C’è chi si spinge a parlare apertamente di una decisione politica, come l’omologo laziale di Toti Francesco Rocca, per il quale si tratta di «un evento triste». «La frase di rito», ha proseguito Rocca, «è “aspettiamo che la magistratura faccia il suo corso”, perché è dovere rispettare le sue decisioni» Poi, l’affondo: «Ho una sola riflessione, se fosse confermato che si tratti di fatti del 2020, a 25 giorni dalle elezioni questa cosa mi lascia pensare. Perché è a distanza di oltre quattro anni. Perché proprio ora? Questo», ha concluso, «è un mio pensiero senza polemica». Stesse allusioni da parte del ministro dell’Agricoltura Francesco Lollobrigida, il quale fa notare sommessamente che «tre anni di indagini si chiudono a 20 giorni dal voto con dei clamorosi arresti, tutto qua…».
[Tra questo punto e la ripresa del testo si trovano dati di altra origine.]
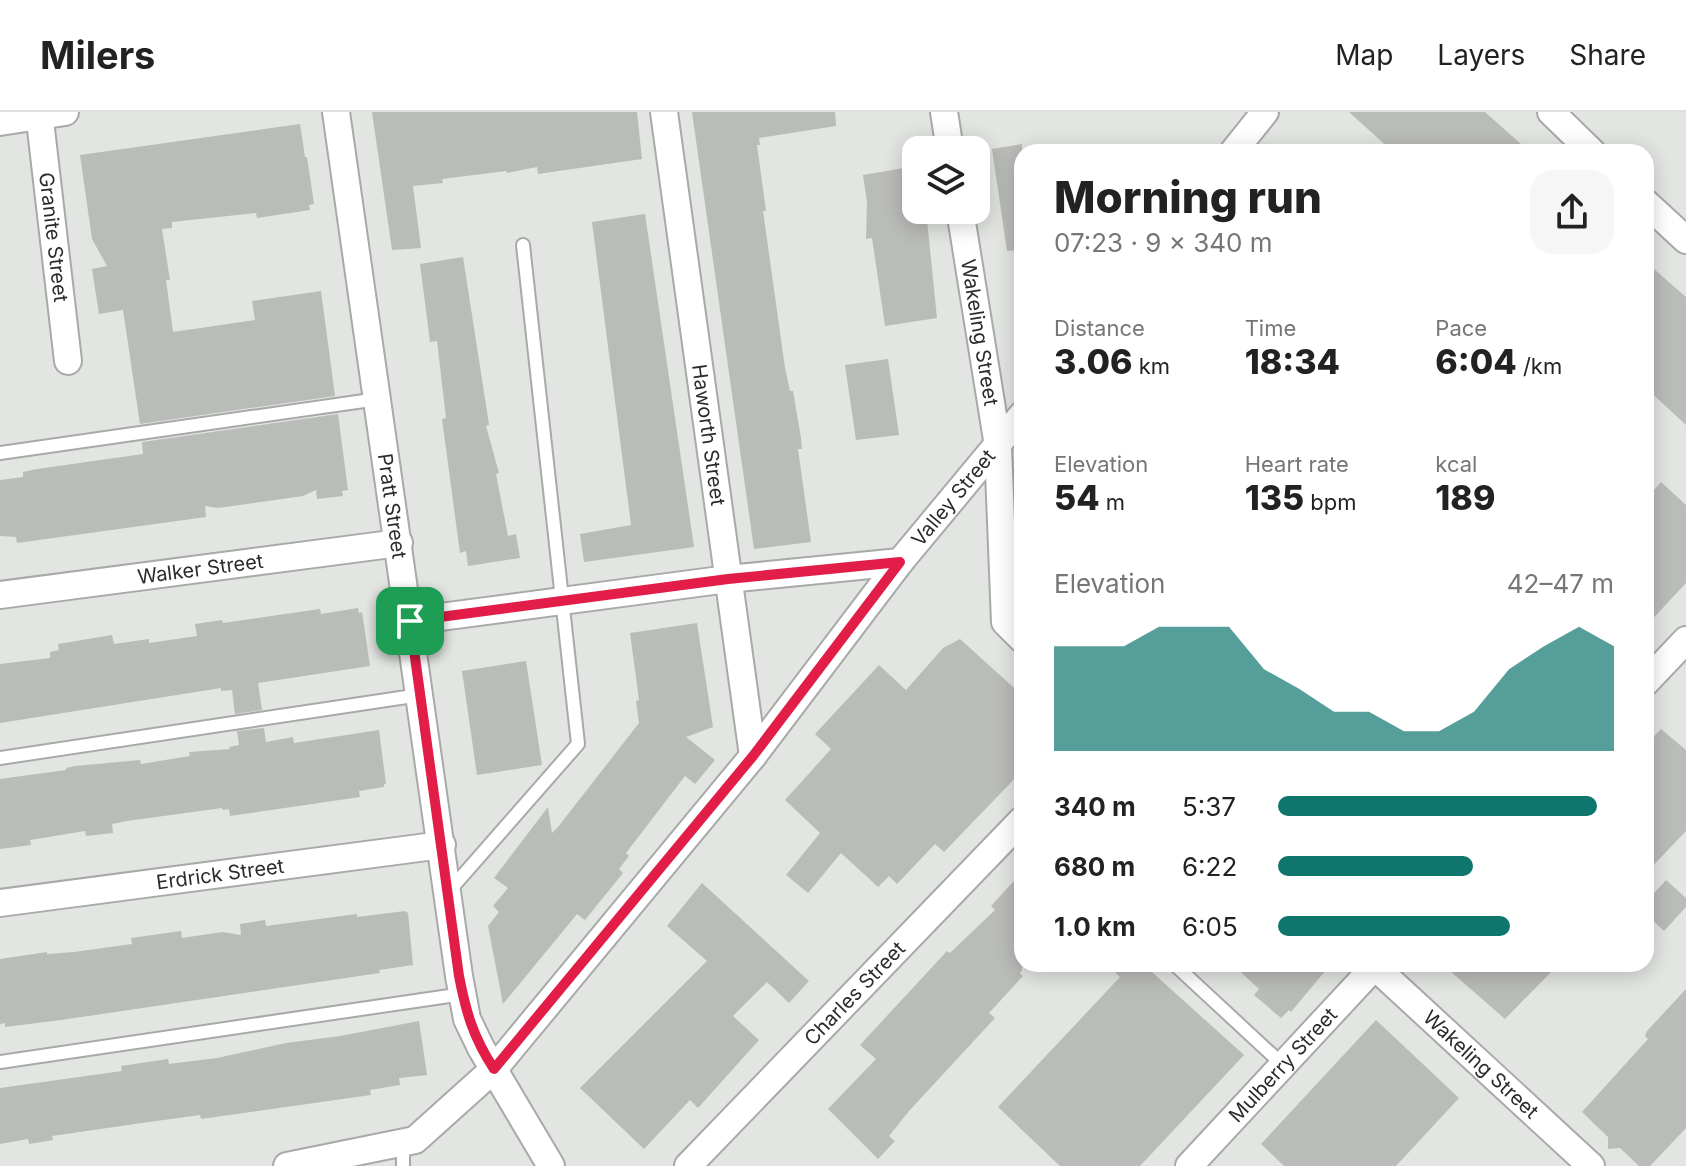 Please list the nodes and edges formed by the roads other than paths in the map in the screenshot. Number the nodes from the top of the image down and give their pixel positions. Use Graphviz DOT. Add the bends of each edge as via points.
graph roads {
  1 [pos="336,112"];
  2 [pos="664,112"];
  3 [pos="944,112"];
  4 [pos="1265,112"];
  5 [pos="1551,112"];
  6 [pos="48,113"];
  7 [pos="0,122"];
  8 [pos="948,136"];
  9 [pos="1239,144"];
  10 [pos="1584,144"];
  11 [pos="1654,210"];
  12 [pos="962,224"];
  13 [pos="1686,240"];
  14 [pos="523,245"];
  15 [pos="68,361"];
  16 [pos="378,399"];
  17 [pos="1014,425"];
  18 [pos="998,446"];
  19 [pos="0,453"];
  20 [pos="399,543"];
  21 [pos="900,562"];
  22 [pos="728,579"];
  23 [pos="0,595"];
  24 [pos="563,601"];
  25 [pos="410,621"];
  26 [pos="1014,631"];
  27 [pos="1686,640"];
  28 [pos="1654,674"];
  29 [pos="420,695"];
  30 [pos="753,756"];
  31 [pos="0,758"];
  32 [pos="1014,828"];
  33 [pos="442,845"];
  34 [pos="448,892"];
  35 [pos="0,903"];
  36 [pos="1183,972"];
  37 [pos="1368,972"];
  38 [pos="1382,972"];
  39 [pos="463,994"];
  40 [pos="0,1062"];
  41 [pos="1283,1065"];
  42 [pos="494,1069"];
  43 [pos="403,1154"];
  44 [pos="287,1166"];
  45 [pos="551,1166"];
  46 [pos="688,1166"];
  47 [pos="1189,1166"];
  48 [pos="1591,1166"];
  1 -- 16 [label="street, Pratt Street"];
  2 -- 22 [label="street, Haworth Street"];
  3 -- 8 [label="street"];
  4 -- 9 [label="street"];
  5 -- 10 [label="street"];
  6 -- 7 [label="street"];
  6 -- 15 [label="street, Granite Street"];
  11 -- 13 [label="street"];
  12 -- 18 [label="street, Wakeling Street"];
  14 -- 24 [label="lane"];
  16 -- 19 [label="lane"];
  16 -- 20 [label="street, Pratt Street"];
  17 -- 18 [label="street, Valley Street"];
  18 -- 21 [label="street, Valley Street"];
  18 -- 26 [label="street, Wakeling Street" via="1005,622"];
  20 -- 23 [label="street, Walker Street"];
  20 -- 25 [label="street, Pratt Street"];
  21 -- 22 [label="street"];
  21 -- 30 [label="street, Valley Street"];
  22 -- 24 [label="street"];
  22 -- 30 [label="street, Haworth Street"];
  24 -- 25 [label="street"];
  24 -- 34 [label="lane" via="578,744"];
  25 -- 29 [label="street, Pratt Street"];
  27 -- 28 [label="street"];
  29 -- 31 [label="lane"];
  29 -- 33 [label="street, Pratt Street"];
  30 -- 42 [label="street, Valley Street"];
  32 -- 46 [label="street, Charles Street"];
  33 -- 34 [label="street, Pratt Street"];
  33 -- 35 [label="street, Erdrick Street"];
  34 -- 39 [label="street, Pratt Street"];
  36 -- 41 [label="lane"];
  37 -- 41 [label="street, Mulberry Street"];
  38 -- 48 [label="street, Wakeling Street"];
  39 -- 40 [label="lane"];
  39 -- 42 [label="street, Pratt Street" via="467,1019"];
  41 -- 47 [label="street, Mulberry Street"];
  42 -- 43 [label="street, Valley Street"];
  42 -- 45 [label="street, Pratt Street"];
  43 -- 44 [label="street, Valley Street"];
}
Significativo che dichiarazioni di questo tipo arrivino dal versante meloniano della maggioranza, anche se l’ordine di scuderia è quello impartito dalla presidente del Consiglio venerdì scorso, e cioè di non rinfocolare la guerra stile anni 90 con le toghe. Che alla luce di quanto accaduto ieri significa, in un certo qual modo, non cedere alla tentazione di attaccare frontalmente il giudice che ha avallato ora una richiesta avanzata dalla procura genovese cinque mesi fa. E tra quanti sono in vena di tratteggiare scenari di «guerra fredda», non manca chi vede una parte più radicale della magistratura intenta a sabotare la linea di formale dialogo additata dai vertici Anm, che dovrebbero vedere il ministro Nordio a via Arenula nei prossimi giorni e che - ma a questo punto chissà - dovrebbero averlo in presenza al loro congresso a Palermo. Per questo le persone più vicine politicamente a Toti, a partire dal leader di Noi Moderati Maurizio Lupi, arrivando a quello di Forza Italia Antonio Tajani preferiscono non alzare i toni. Per entrambi è sufficiente quanto affermato a caldo dal guardasigilli: «Mi è sembrato di capire», ha detto Nordio, «che si tratta di fatti che risalgono ad alcuni anni fa e che l'inchiesta non è nata oggi ma tempo addietro. Ho esercitato 40 anni da pubblico ministero e raramente ho chiesto provvedimenti di tutela cautelare dopo anni di indagini, tenuto conto che il pericolo di fuga, di inquinamento delle prove e la reiterazione del reato sono motivi per cui si può arrestare e dopo tanti anni dall'evento che si è verificato e dalle indagini è difficile che possano ancora sussistere». Insomma, non il viatico migliore per le interlocuzioni previste per i prossimi giorni.